Can you do basic addition and subtraction problems?
Can you convert a fraction to a percentage?
Do you know how to take the average of a set of numbers? The median? The mode? Can you do it in your head?
Knowing my audience, a group of engineers and engineering enthusiasts, I suspect you answered yes to all of these questions. But that’s not the answer everyone would give—and that’s not just true of those with lower levels of education.
Recently, I’ve been hearing about the growing “numeracy” problem in our society. According to Alan Smith in his TED Talk entitled “Why you should love statistics,” numeracy is “the ability to deal with fractions, percentages, and decimals.”
Smith deals largely with England in his talk; however, he says numeracy is “not just an English problem,” with the United States leading the way with 40% of young people showing low numeracy skills in an Organization for Economic Co-operation and Development (OECD) survey in 2016.

Now, researchers at the University of Miami are indicating that a poor understanding of ratios impacts everyday life.
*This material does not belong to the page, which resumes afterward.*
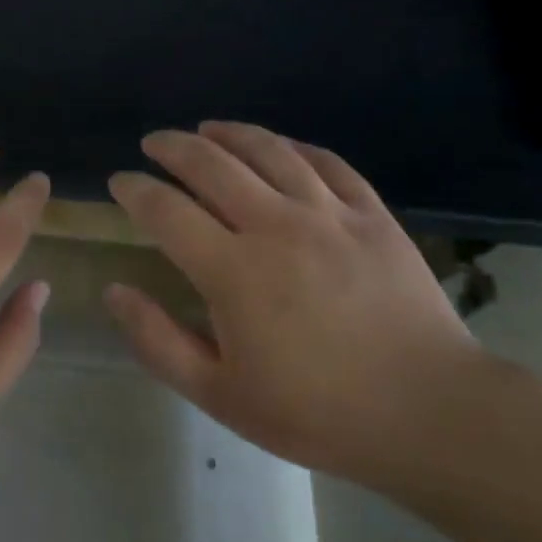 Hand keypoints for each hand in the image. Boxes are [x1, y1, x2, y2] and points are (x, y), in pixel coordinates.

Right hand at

Evidently, consumers make “poor purchase decisions” when they need to use ratios to assess a product’s value.
One example ScienceDaily gives is that of consumers comparing fuel efficiency of two cars using the ratio miles per gallon prior to purchasing a car:
“They often flub the numbers by incorrectly assuming the mathematic equation to find miles per gallon would be to average the sum of the mileage of both cars and then divide by two, instead of using a more complex equation needed to accurately compare ratios.”
According to researchers, the example above results in only 25-30% of shoppers reaching the correct answer.
Michael Tsiros, a professor of marketing at the University of Miami School of Business Administration, suggests this issue could be resolved by consumers having “ready access to software that calculates ratios.”
Within the context of the numeracy problem, that seems like a cop-out: solving the immediate problem of ratio-calculating errors affecting individual purchases, but not addressing the question of how to make our population better at ratios.
Despite having taken higher level math courses, I can admit to moments of low numeracy—largely because I have access to my favorite “computational knowledge engine” and a calculator. Still, I can’t say I’m comfortable with the situation.
Have you noticed the numeracy problem growing? Or is it, as one reader of Alan Smith’s older reports joked, that this figure is only shocking to the 51 percent—or in the U.S., 60%—of the population with high numeracy?